Pagelle

Le pagelle di Atalanta-Roma 1-0: Mancio è il modello

Gianluca il più centrato già nel primo tempo, poi va in mezzo e restituisce sicurezza. Errore fatale di Svilar. Rensch e Ziolkowski sono timidi. Poca Joya

(GETTY IMAGES)

PUBBLICATO DA Fabrizio Pastore
04 Gennaio 2026 - 07:00

Un volto e mezzo. La Roma non riesce a cambiare (completamente) il proprio, né quello di una gara iniziata male e proseguita peggio fino all’intervallo. Nella seconda parte qualche fiammata si rivede, ma non basta per agguantare il pari. Ora testa a Lecce.

L'ALLENATORE 5,5 GASPERINI Il ritorno a Bergamo ha il sapore amaro della sconfitta, per una volta con poche attenuanti. Un episodio lo punisce, ma l’approccio è deficitario.

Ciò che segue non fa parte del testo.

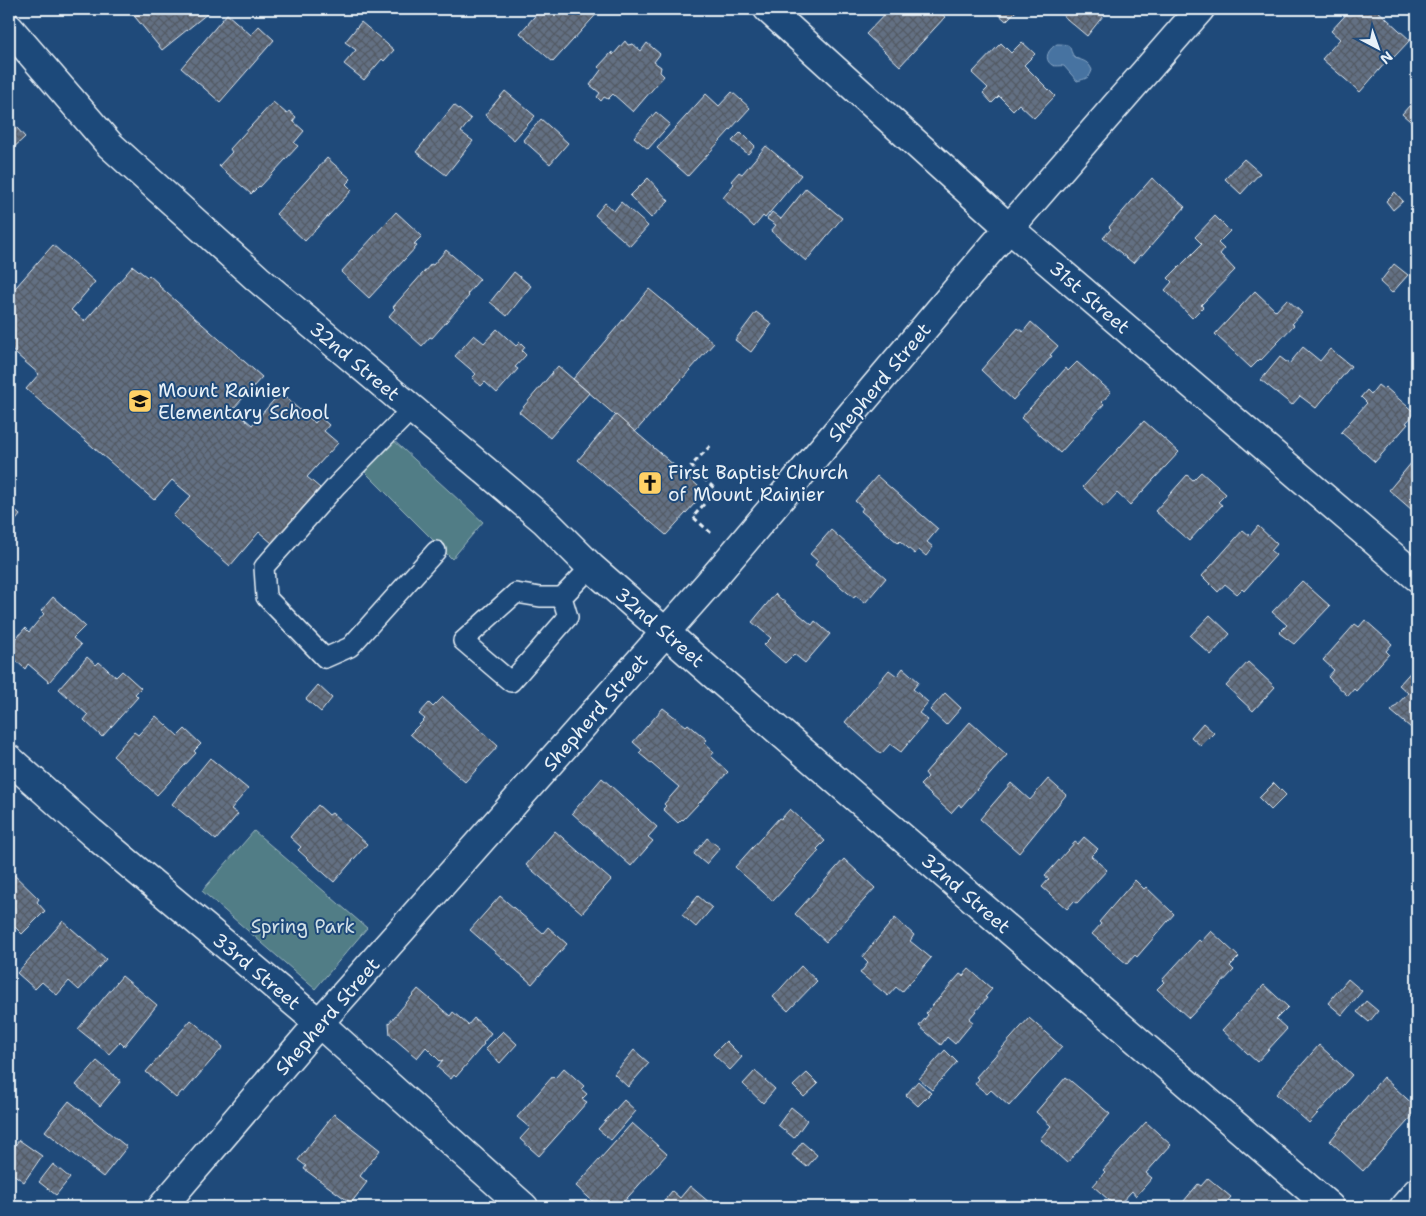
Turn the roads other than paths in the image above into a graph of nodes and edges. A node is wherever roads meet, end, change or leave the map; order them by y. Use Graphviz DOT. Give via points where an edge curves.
graph roads {
  1 [pos="768,9"];
  2 [pos="1200,9"];
  3 [pos="9,28"];
  4 [pos="1010,228"];
  5 [pos="412,409"];
  6 [pos="436,551"];
  7 [pos="591,567"];
  8 [pos="1417,577"];
  9 [pos="562,597"];
  10 [pos="665,632"];
  11 [pos="9,759"];
  12 [pos="319,1023"];
  13 [pos="1417,1192"];
  14 [pos="162,1207"];
  15 [pos="524,1207"];
  16 [pos="1330,1207"];
  17 [pos="1404,1207"];
  1 -- 4 [label="street, 31st Street"];
  2 -- 4 [label="street, Shepherd Street"];
  3 -- 5 [label="street, 32nd Street" via="110,145 258,279"];
  4 -- 8 [label="street, 31st Street"];
  4 -- 10 [label="street, Shepherd Street"];
  5 -- 6 [label="lane" via="337,485 264,567 266,597 325,658 350,648"];
  5 -- 7 [label="street, 32nd Street" via="546,521"];
  7 -- 9 [label="lane"];
  7 -- 10 [label="street, 32nd Street"];
  9 -- 9 [label="lane" via="516,593 463,641 511,682 568,618"];
  10 -- 12 [label="street, Shepherd Street"];
  10 -- 16 [label="street, 32nd Street"];
  11 -- 12 [label="street, 33rd Street"];
  12 -- 14 [label="street, Shepherd Street"];
  12 -- 15 [label="street, 33rd Street"];
  13 -- 17 [label="street"];
}
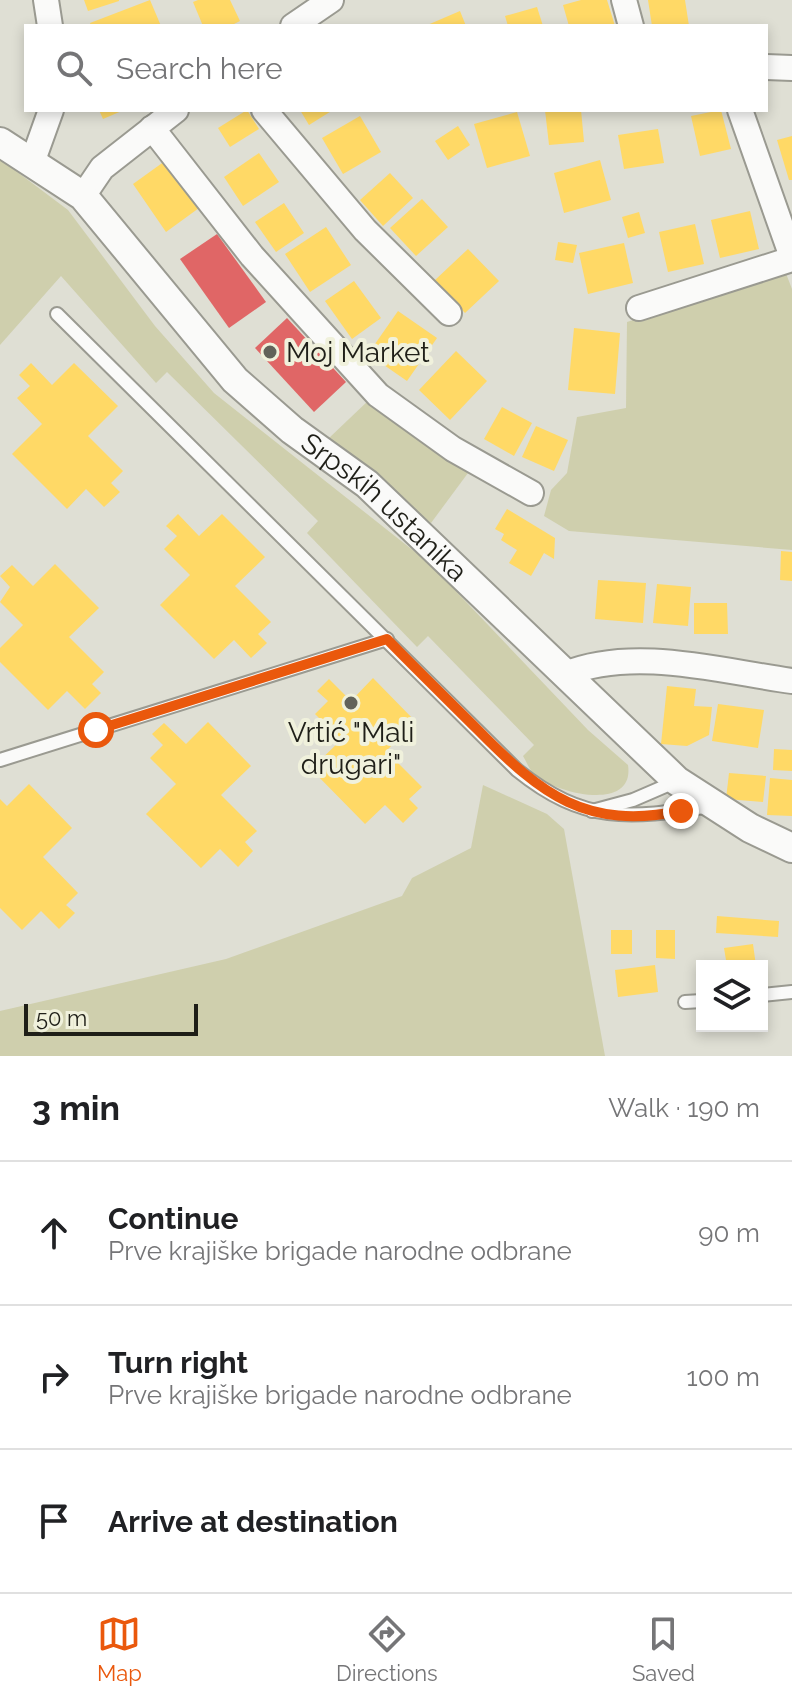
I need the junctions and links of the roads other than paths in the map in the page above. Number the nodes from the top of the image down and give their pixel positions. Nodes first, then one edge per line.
1 (46, 0) edge
2 (331, 0) edge
3 (624, 0) edge
4 (50, 24) edge
5 (296, 24) edge
6 (630, 24) edge
7 (768, 67) edge
8 (792, 68) edge
9 (50, 112) edge
10 (173, 112) edge
11 (266, 112) edge
12 (741, 112) edge
13 (152, 128) junction
14 (0, 142) edge
15 (32, 163) junction
16 (83, 196) junction
17 (792, 258) edge
18 (639, 308) dead end
19 (449, 313) dead end
20 (57, 314) dead end
21 (531, 493) dead end
22 (387, 639) junction
23 (565, 674) junction
24 (792, 681) edge
25 (0, 760) edge
26 (677, 781) junction
27 (712, 806) junction
28 (589, 811) junction
29 (792, 848) edge
30 (792, 992) edge
31 (768, 994) edge
32 (696, 1001) edge
33 (685, 1002) dead end

1 - 4 street
2 - 5 street
3 - 6 street
7 - 8 street
9 - 15 street
10 - 13 street
11 - 19 street
12 - 17 street
13 - 16 street
13 - 21 street
14 - 15 street, Srpskih ustanika
15 - 16 street, Srpskih ustanika
16 - 23 street, Srpskih ustanika
17 - 18 street
20 - 22 lane
22 - 25 lane
22 - 28 lane
23 - 24 street
23 - 26 street, Srpskih ustanika
26 - 27 street, Srpskih ustanika
26 - 28 lane
27 - 28 lane
27 - 29 street, Srpskih ustanika
30 - 31 lane
32 - 33 lane

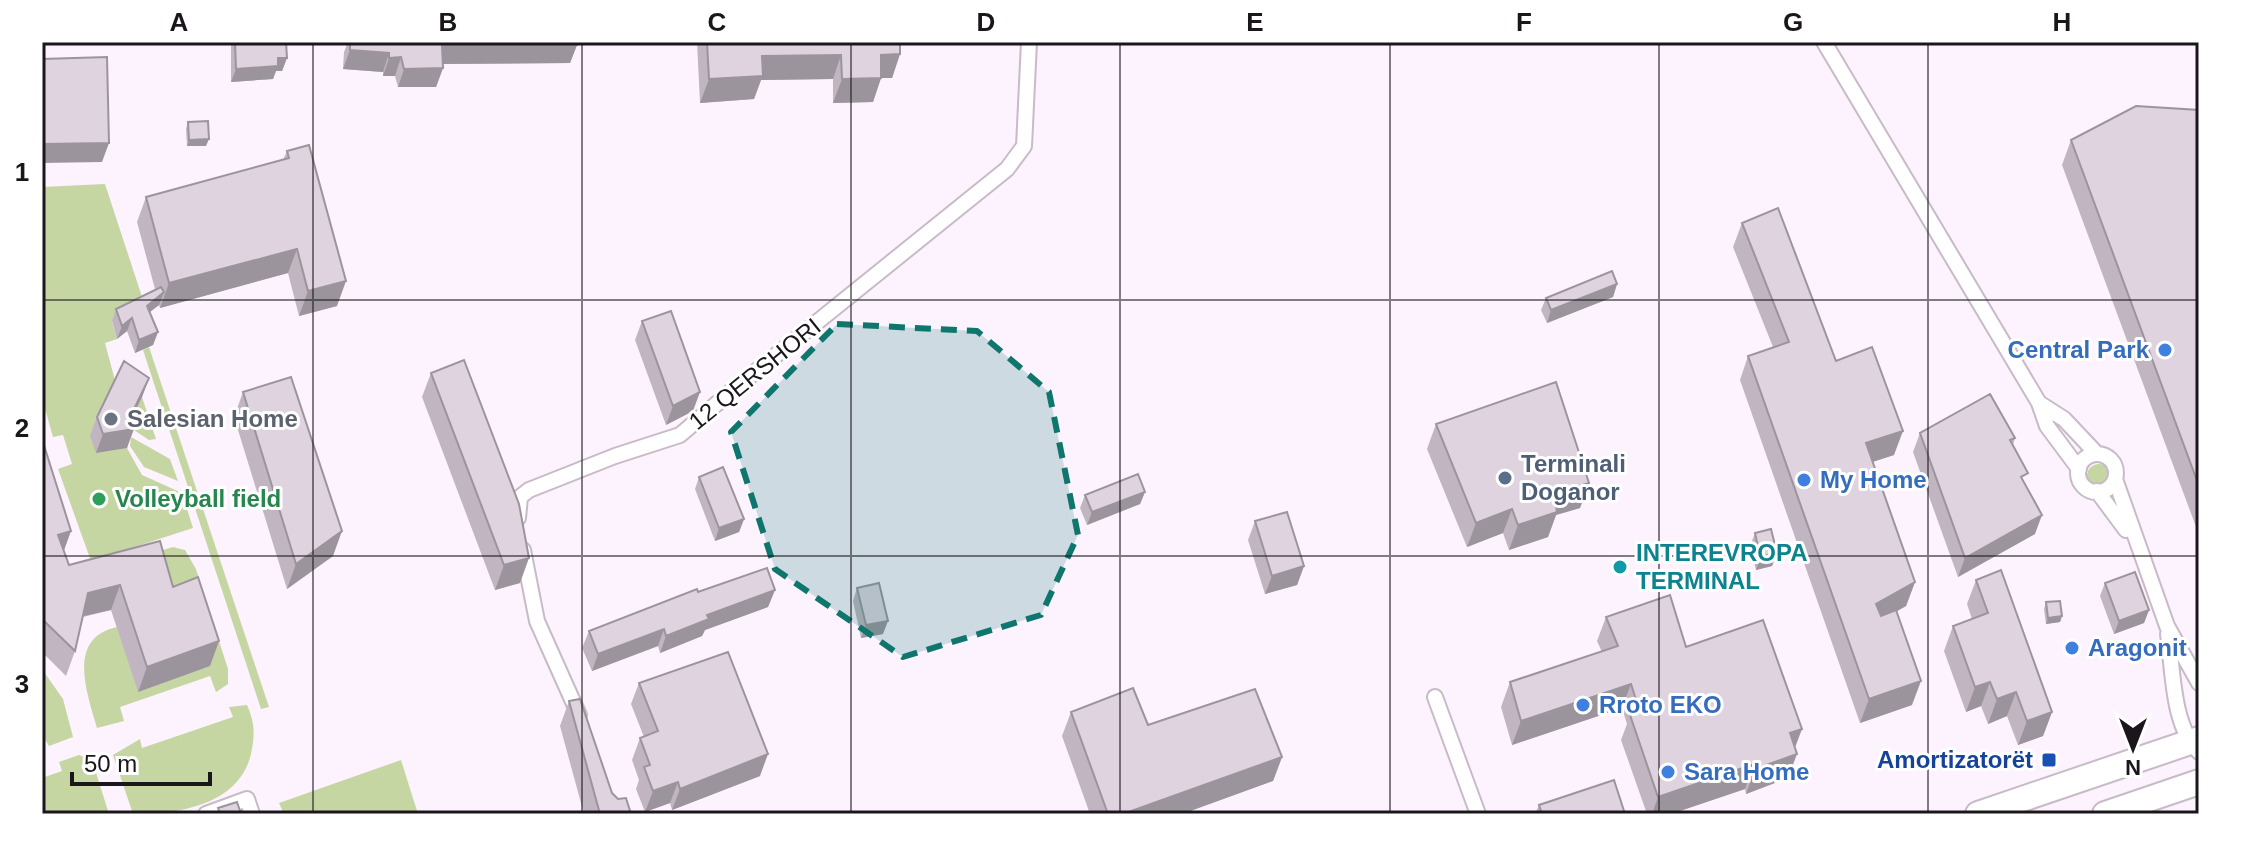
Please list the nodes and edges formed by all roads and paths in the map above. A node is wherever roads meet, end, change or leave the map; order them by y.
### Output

IL MIGLIORE 6,5 MANCINI. Il pubblico lo becca senza soluzione di continuità, Fabbri lo punisce col giallo che gli farà saltare Lecce, ma Mancio non concede spazi a nessun atalantino. E quando Gasp lo riporta in mezzo, cancella il pericolo Scamacca e restituisce sicurezza al reparto. Temperamento da vendere, ma non è certo una novità. Lunga vita.

5 SVILAR. Un’uscita sballata (al di là dei tocchi di compagni e avversari) costa carissima e lo riporta fra gli umani. L’errore è determinante, ma il credito accumulato vieta di infierire. E già nel recupero parte l’operazione-riscatto con una buona risposta al tentativo di Krstovic.

5 ZIOLKOWSKI. Alla terza consecutiva da titolare, non replica le buone prestazioni precedenti, andando anzi diverse volte a vuoto. Per tutto il primo tempo si balla al centro, tanto che poi resta negli spogliatoi.

5,5 HERMOSO. In partenza annulla De Ketelaere, ma non è irreprensibile sul gol e il Var lo salva da un errore da matita blu. Poi lotta fino alla fine con la consueta tempra, anche se il cartellino rimediato è pesante.

6 CELIK. Bernasconi ha un altro passo e si vede con evidenza quando lo lascia sul posto prima di crossare per il raddoppio poi annullato. Sopperisce alle lacune (anche tecniche) con la grinta, rimediando in extremis alle situazioni più scabrose.

6 CRISTANTE. A metà primo tempo Zalewski gli riserva un trattamento tutt’altro che amichevole, falciandolo pieno (e senza conseguenze). Bryan non si scompone e nella confusione generale prova a mettere ordine, sbandando (poco) solo nel finale.

5 KONÉ. Il tiro in porta da rugbista più che da calciatore stupisce fino a un certo punto, molto di più lascia interdetti la quantità di contrasti persi, alcuni in modo ingenuo e con esito che non diventa sanguinoso solo grazie a chi gli guarda le spalle. Spaesato.

5 RENSCH. Sostituisce Wesley sulla corsia di sinistra, ma resta timido e si sovrappone pochissimo. Dirottato a destra non migliora.

5 SOULÉ. Nell’ennesima giornata sterile dell’attacco, anche Mati si smarrisce. L’unico spunto degno di nota è a inizio secondo tempo e si rivela comunque concluso male.

5 DYBALA. Sinistra, destra, centro, decisamente non è la sua giornata. Pronti via, non coglie il gentile omaggio di Ederson, peccando inspiegabilmente di altruismo. Nel secondo tempo prova a deviare sotto misura, ma è l’unico cenno di vitalità e da uno con le sue qualità non può bastare. Poca Joya.

5 FERGUSON. In avvio sciupa la doppia clamorosa occasione. Dopo l’intervallo è invece bravo a girarsi in area e impegnare Carnesecchi, ma per l’ora abbondante in cui è in campo resta fin troppo statico.

6 WESLEY. Non al meglio, all’inizio siede in panchina. Entra nella ripresa e cerca di ricostituire l’asse con Dybala su entrambi i versanti: l’accorgimento stavolta non riesce, ma almeno il brasiliano garantisce un altro passo sulle fasce.

5,5 TSIMIKAS. Entra anche benino, proponendosi con qualche discreta iniziativa. Ma in pieno recupero spreca in malo modo un’interessante ripartenza.

5,5 DOVBYK. Rileva Ferguson, se la deve vedere con Hien che è un osso duro ma rispetto all’irlandese prova più a tenere palla. Il suo contributo però si limita a questo. 

5,5 EL SHAARAWY. Subentra nell’ultima parte di gara, piazzandosi sul lato prediletto, ma si vede pochissimo.

S.V. PISILLI. Dentro nel finale, senza tempo sufficiente per incidere.